Ceux qui se promenaient hors de la ville, là où les maisons étaient plus espacées, avec des jardins ou de petits champs entre elles, voyaient encore mieux le ciel du soir et entendaient le son de la cloche bien plus distinctement. On aurait dit que les sons venaient d’une église dans la forêt silencieuse ; les gens regardaient de ce côté et se sentaient envahis d’une solennité profonde.

Le temps passa, et les gens se disaient : « Je me demande s’il y a une église dans le bois ? La cloche a un son merveilleusement doux ; allons-y pour en avoir le cœur net. » Les riches y allèrent en voiture, les pauvres à pied, mais le chemin leur parut bien long ; et lorsqu’ils arrivèrent à un bouquet de saules à la lisière de la forêt, ils s’assirent et levèrent les yeux vers les longues branches, croyant être déjà au cœur du bois. Le confiseur de la ville vint installer son étal, bientôt rejoint par un autre confiseur qui suspendit une cloche au-dessus de son stand, comme enseigne ou décoration, mais elle n’avait pas de battant et était goudronnée pour la protéger de la pluie. Quand tous rentrèrent chez eux, ils dirent que c’était très romantique, bien différent d’un pique-nique ou d’un goûter. Trois personnes affirmèrent avoir atteint le fond de la forêt et avoir toujours entendu le son merveilleux de la cloche, mais il leur semblait qu’il venait de la ville. L’un écrivit tout un poème, disant que la cloche ressemblait à la voix d’une mère pour un enfant sage, et qu’aucune mélodie n’était plus douce. Le roi du pays s’y intéressa aussi et promit que quiconque découvrirait l’origine du son serait nommé « Sonneur Universel », même si ce n’était pas vraiment une cloche.

Beaucoup allèrent alors dans le bois pour obtenir ce titre, mais un seul revint avec une sorte d’explication ; car personne n’était allé assez loin, pas plus que les autres. Il affirma que le son venait d’un très grand hibou, dans un arbre creux ; une sorte de hibou savant qui cognait sans cesse sa tête contre les branches. Mais si le son venait de sa tête ou de l’arbre creux, nul ne pouvait l’affirmer. Ainsi, il obtint le titre de « Sonneur Universel » et écrivit chaque année un petit traité « Sur le Hibou » ; mais tout le monde en resta aussi ignorant qu’avant.
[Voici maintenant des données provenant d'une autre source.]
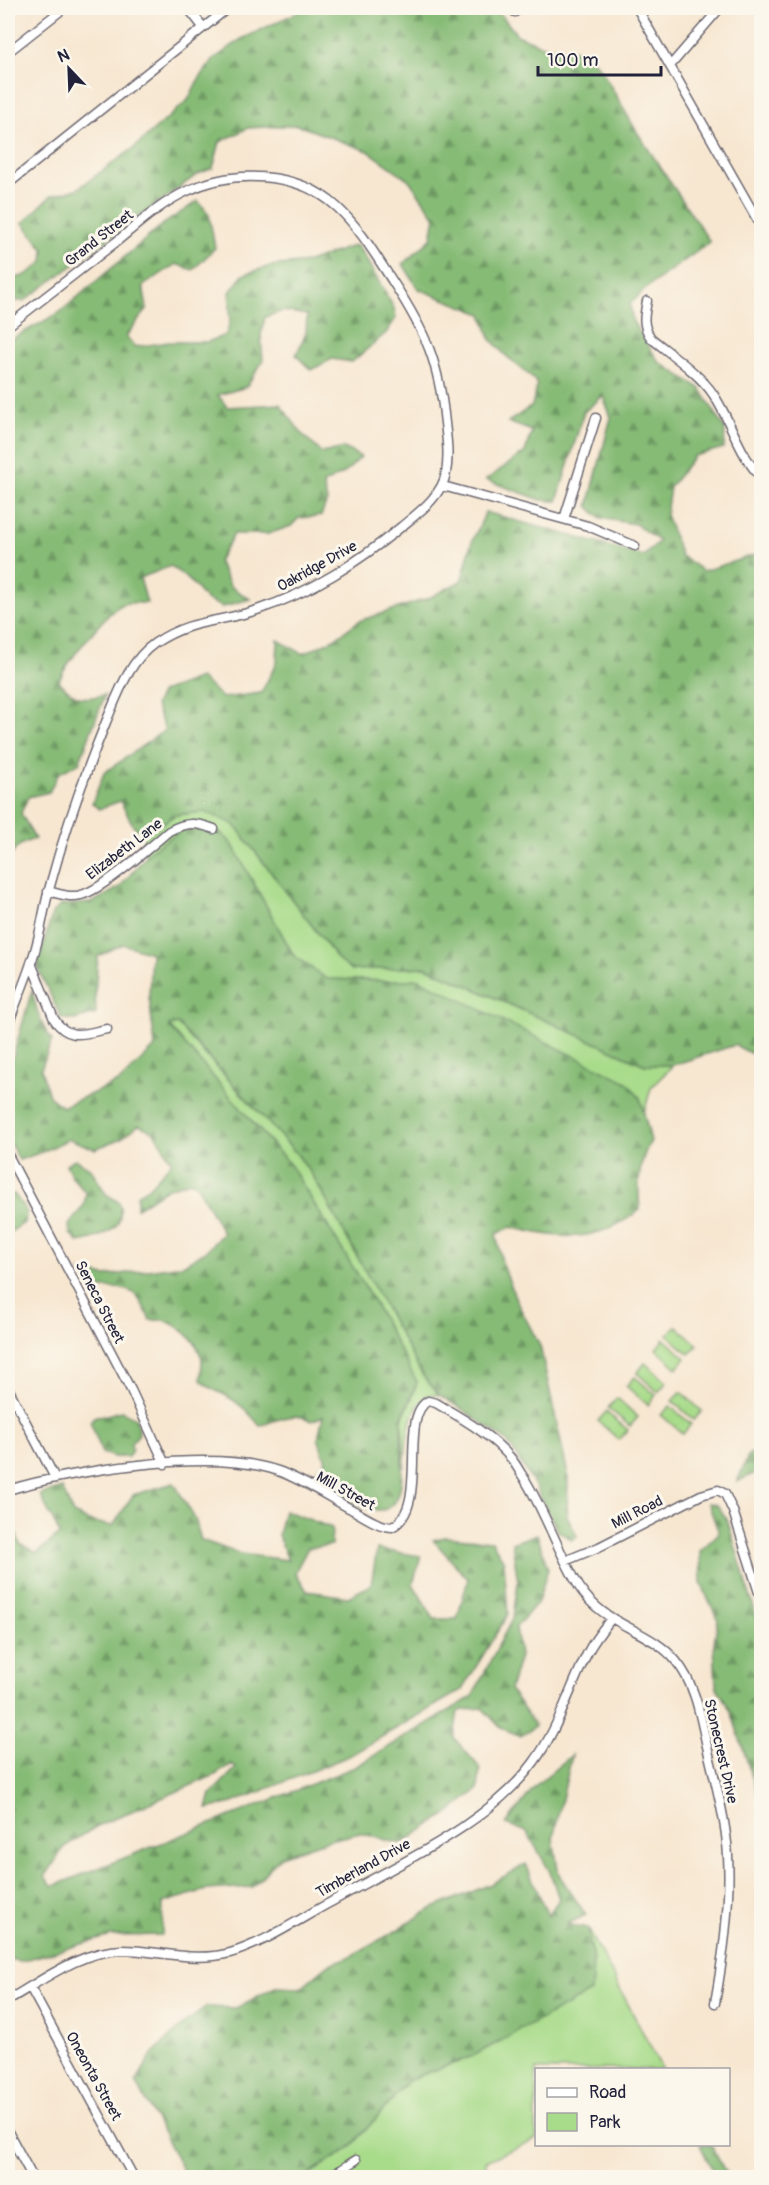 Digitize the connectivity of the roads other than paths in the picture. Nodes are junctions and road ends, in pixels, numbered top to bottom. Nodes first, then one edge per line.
1 (64, 8) edge
2 (188, 8) edge
3 (228, 8) edge
4 (637, 8) edge
5 (720, 8) edge
6 (203, 27) junction
7 (8, 52) edge
8 (670, 66) junction
9 (8, 184) edge
10 (762, 228) edge
11 (647, 302) dead end
12 (8, 326) edge
13 (596, 418) dead end
14 (761, 478) edge
15 (443, 486) junction
16 (564, 519) junction
17 (635, 546) dead end
18 (214, 829) dead end
19 (48, 891) junction
20 (31, 963) junction
21 (8, 1025) edge
22 (107, 1029) dead end
23 (8, 1155) edge
24 (8, 1388) edge
25 (165, 1464) junction
26 (56, 1478) junction
27 (8, 1490) edge
28 (565, 1561) junction
29 (762, 1602) edge
30 (610, 1618) junction
31 (30, 1987) junction
32 (8, 2000) edge
33 (715, 2002) dead end
34 (8, 2132) edge
35 (356, 2160) dead end
36 (33, 2178) edge
37 (134, 2178) edge
38 (328, 2178) edge

1 - 7 street
2 - 6 street
3 - 6 street
4 - 8 street
5 - 8 street
6 - 9 street
8 - 10 street
11 - 14 street
12 - 15 street, Grand Street
13 - 16 street
15 - 16 street
15 - 19 street, Oakridge Drive
16 - 17 street
18 - 19 street, Elizabeth Lane
19 - 20 street, Oakridge Drive
20 - 21 street, Oakridge Drive
20 - 22 street
23 - 25 street, Seneca Street
24 - 26 street
25 - 26 street, Mill Street
25 - 28 street, Mill Street
26 - 27 street, Mill Street
28 - 29 street, Mill Road
28 - 30 street, Stonecrest Drive
30 - 31 street, Timberland Drive
30 - 33 street, Stonecrest Drive
31 - 32 street, Timberland Drive
31 - 37 street, Oneonta Street
34 - 36 street
35 - 38 street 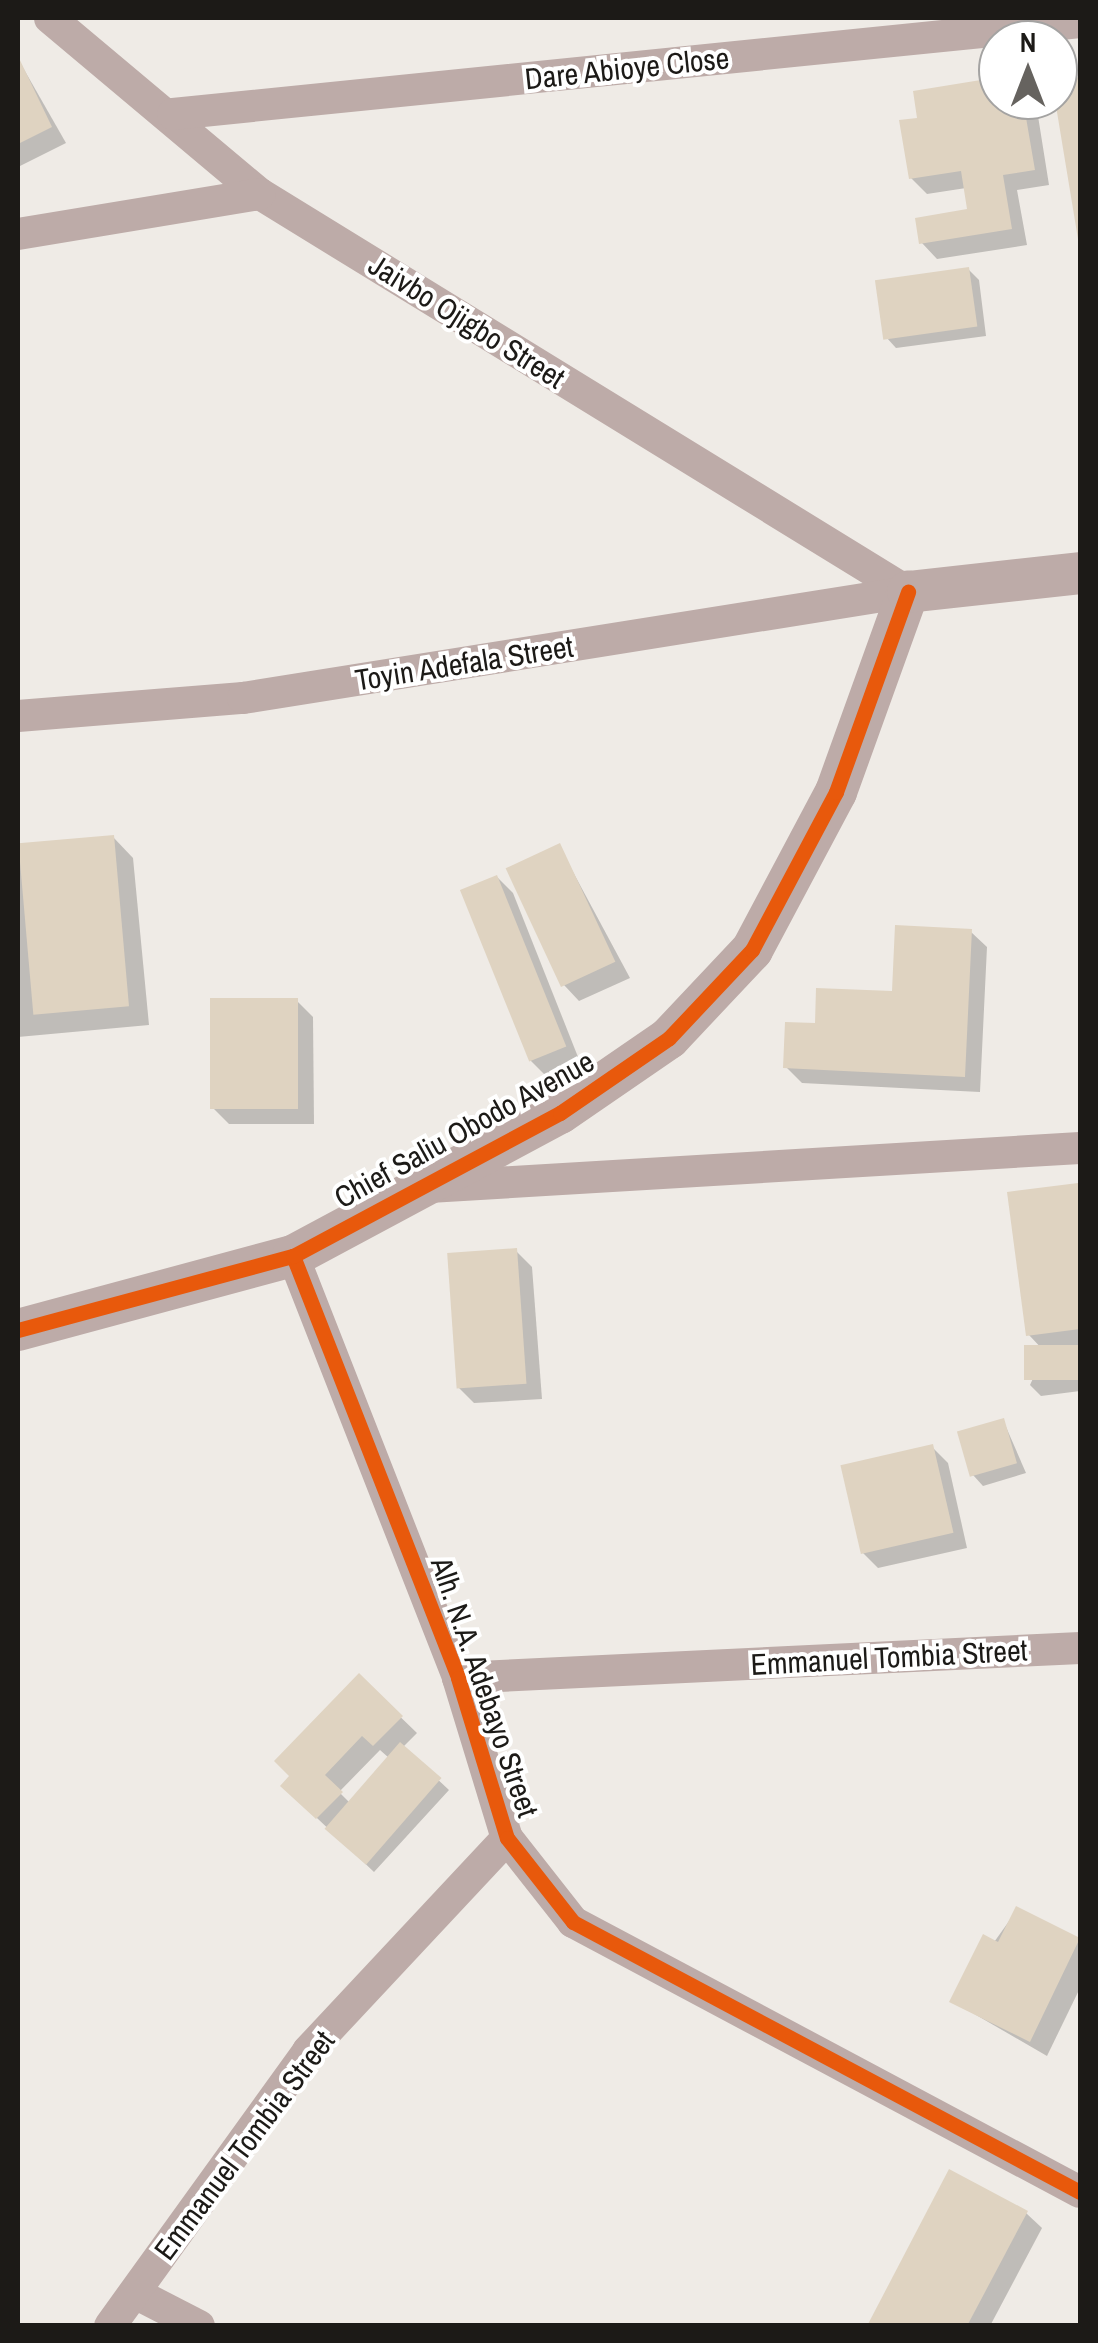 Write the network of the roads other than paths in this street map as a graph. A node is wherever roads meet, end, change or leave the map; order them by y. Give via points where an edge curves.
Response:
1 (50, 18) edge
2 (1080, 22) edge
3 (173, 114) junction
4 (260, 194) junction
5 (18, 234) edge
6 (1080, 573) edge
7 (908, 592) junction
8 (18, 716) edge
9 (1080, 1148) edge
10 (420, 1187) junction
11 (293, 1256) junction
12 (18, 1330) edge
13 (1080, 1648) edge
14 (458, 1678) junction
15 (507, 1838) junction
16 (1080, 2192) edge
17 (134, 2293) junction
18 (110, 2326) edge
19 (199, 2326) edge

1 - 3 street, Jaivbo Ojigbo Street
2 - 3 street, Dare Abioye Close
3 - 4 street, Jaivbo Ojigbo Street
4 - 5 street
4 - 7 street, Jaivbo Ojigbo Street
6 - 7 street
7 - 8 street, Toyin Adefala Street via 243,698
7 - 10 street, Chief Saliu Obodo Avenue via 836,792 752,950 670,1038 560,1113
9 - 10 street
10 - 11 street, Chief Saliu Obodo Avenue
11 - 12 street, Chief Saliu Obodo Avenue
11 - 14 street, Alh. N.A. Adebayo Street
13 - 14 street, Emmanuel Tombia Street
14 - 15 street, Alh. N.A. Adebayo Street
15 - 16 street, Alh. N.A. Adebayo Street via 573,1922
15 - 17 street, Emmanuel Tombia Street via 308,2051
17 - 18 street, Emmanuel Tombia Street
17 - 19 street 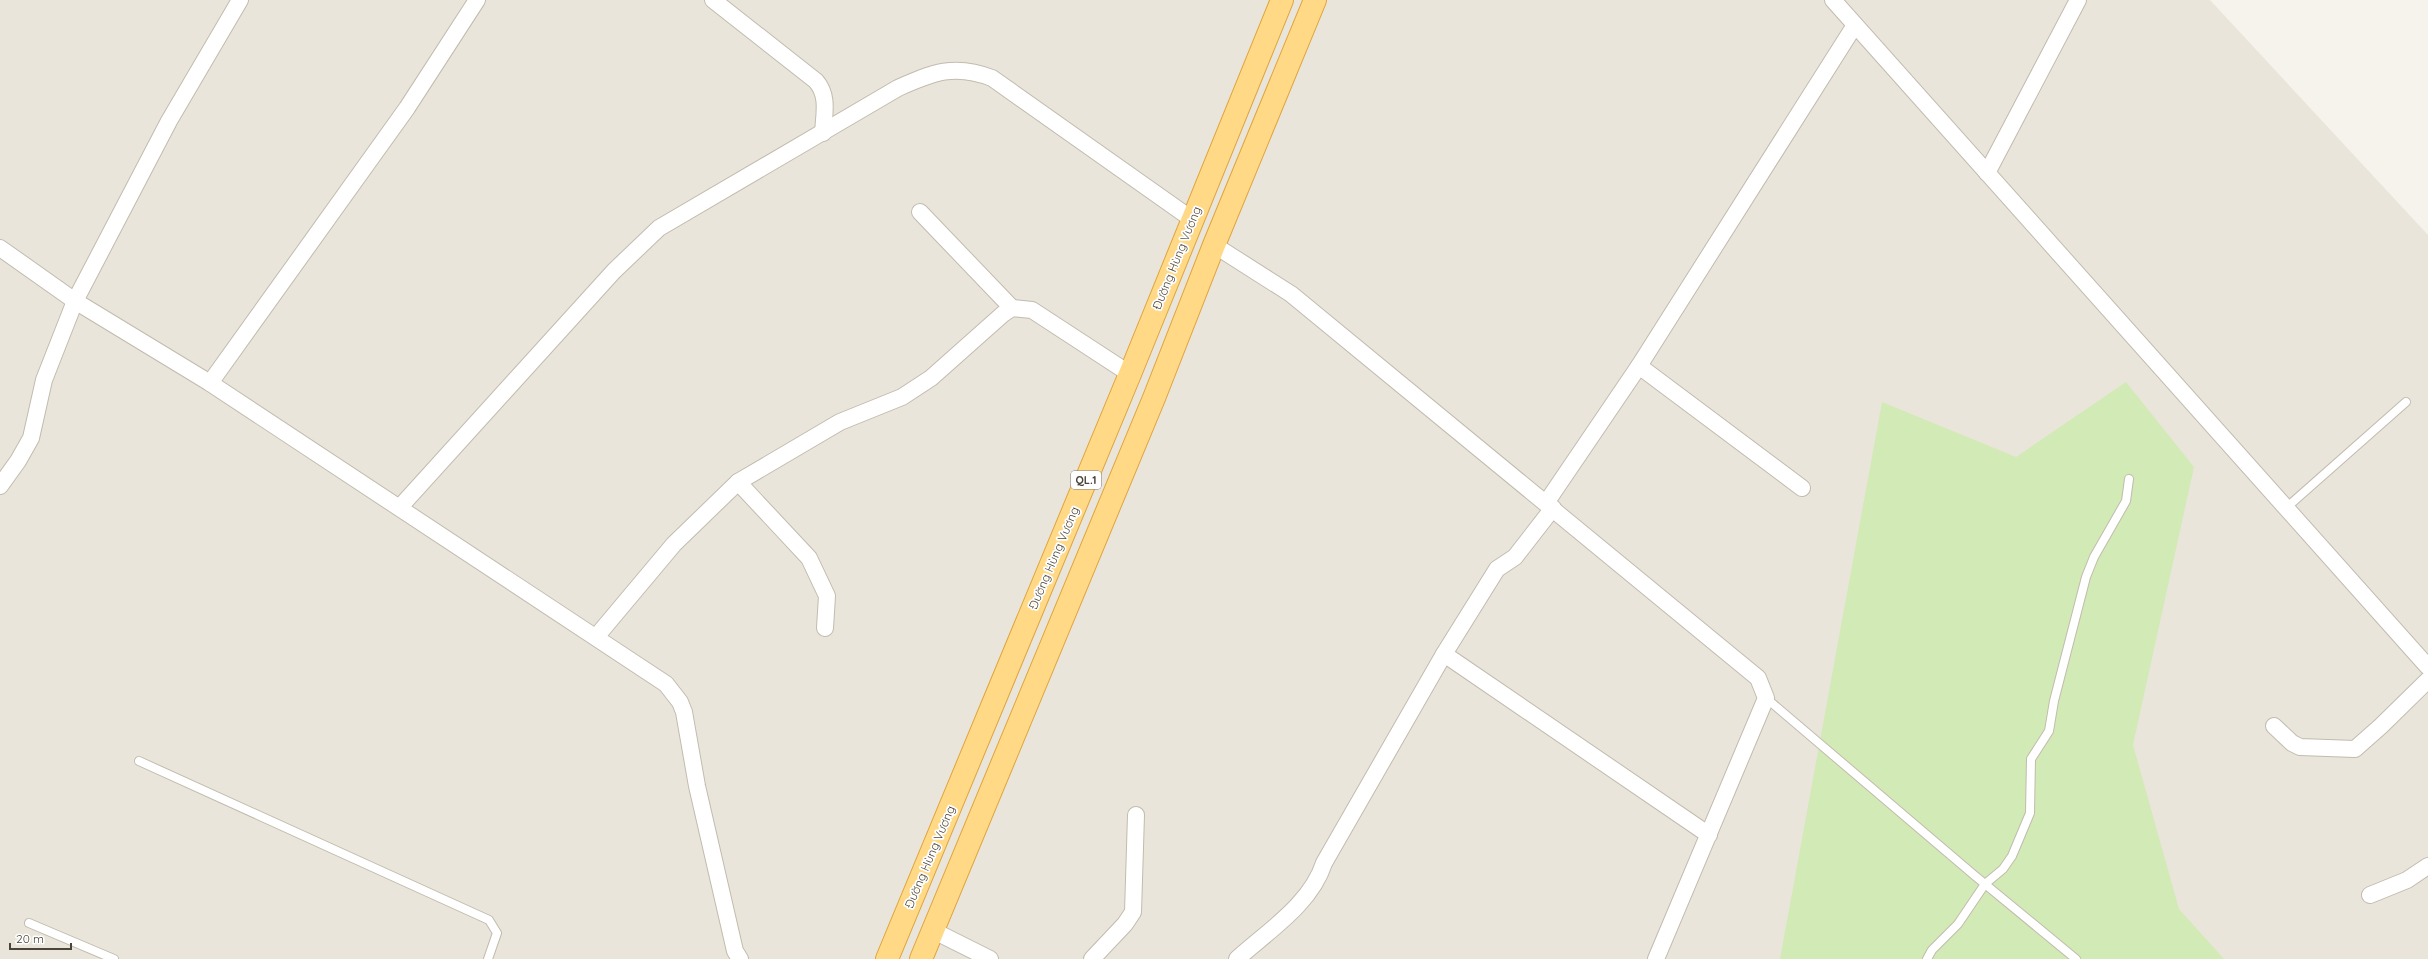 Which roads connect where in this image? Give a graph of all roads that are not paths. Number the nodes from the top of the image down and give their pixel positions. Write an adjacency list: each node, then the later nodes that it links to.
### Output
1 (240, 0): 15 (street)
2 (477, 0): 19 (street)
3 (713, 0): 9 (street)
4 (1282, 0): 12 (highway, Đường Hùng Vương / QL.1)
5 (1314, 0): 13 (highway, QL.1)
6 (1833, 0): 8 (street)
7 (2078, 0): 10 (street)
8 (1856, 25): 10 (street); 17 (street)
9 (823, 132): 12 (street); 26 (street)
10 (1987, 173): 27 (street)
11 (920, 212): 16 (street)
12 (1193, 220): 18 (highway, Đường Hùng Vương / QL.1)
13 (1214, 245): 25 (street); 42 (highway, QL.1)
14 (0, 248): 15 (street)
15 (75, 301): 19 (street); 23 (street)
16 (1012, 308): 18 (street); 22 (street)
17 (1639, 366): 24 (street); 25 (street)
18 (1130, 374): 46 (highway, Đường Hùng Vương / QL.1)
19 (210, 383): 26 (street)
20 (2406, 402): 27 (lane)
21 (2129, 479): 39 (lane)
22 (738, 482): 28 (street); 29 (street)
23 (0, 486)
24 (1802, 488)
25 (1549, 506): 30 (street); 33 (street)
26 (400, 507): 29 (street)
27 (2286, 508): 31 (street)
28 (825, 628)
29 (596, 637): 45 (street)
30 (1444, 654): 37 (street); 50 (street)
31 (2428, 667)
32 (2428, 680): 34 (street)
33 (1766, 698): 37 (street); 39 (lane)
34 (2274, 726)
35 (139, 761): 44 (lane)
36 (1136, 815): 49 (street)
37 (1709, 834): 51 (street)
38 (2428, 866): 40 (street)
39 (1985, 884): 52 (lane); 53 (lane)
40 (2370, 894)
41 (28, 923): 43 (lane)
42 (932, 930): 47 (highway, QL.1); 48 (street)
43 (114, 959)
44 (488, 959)
45 (740, 959)
46 (887, 959)
47 (921, 959)
48 (990, 959)
49 (1092, 959)
50 (1236, 959)
51 (1656, 959)
52 (1927, 959)
53 (2076, 959) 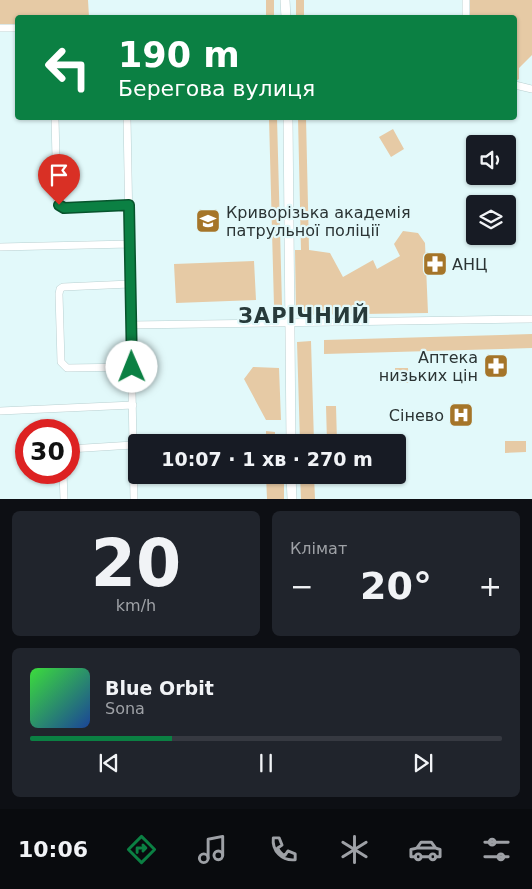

C’était le jour de la confirmation. Le pasteur avait parlé avec tant d’émotion, les enfants confirmés étaient très touchés ; c’était un jour important pour eux : d’enfants, ils devenaient soudain de jeunes adultes ; c’était comme si leurs âmes d’enfants s’envolaient d’un coup vers plus de compréhension. Le soleil brillait magnifiquement ; les enfants confirmés sortirent de la ville, et du bois leur parvint le son de la mystérieuse cloche, merveilleusement distinct. Tous voulurent aussitôt s’y rendre, sauf trois. L’une devait rentrer essayer une robe de bal ; c’était d’ailleurs pour la robe et le bal qu’elle s’était fait confirmer cette fois, sinon elle ne serait pas venue ; un autre était un pauvre garçon qui avait emprunté son manteau et ses bottes au fils de l’aubergiste pour la cérémonie, et devait les rendre à une heure précise ; le troisième déclara qu’il n’allait jamais dans un endroit inconnu sans ses parents — il avait toujours été un bon garçon et voulait le rester, même après sa confirmation, et qu’on ne devait pas se moquer de lui pour cela : mais les autres se moquèrent tout de même.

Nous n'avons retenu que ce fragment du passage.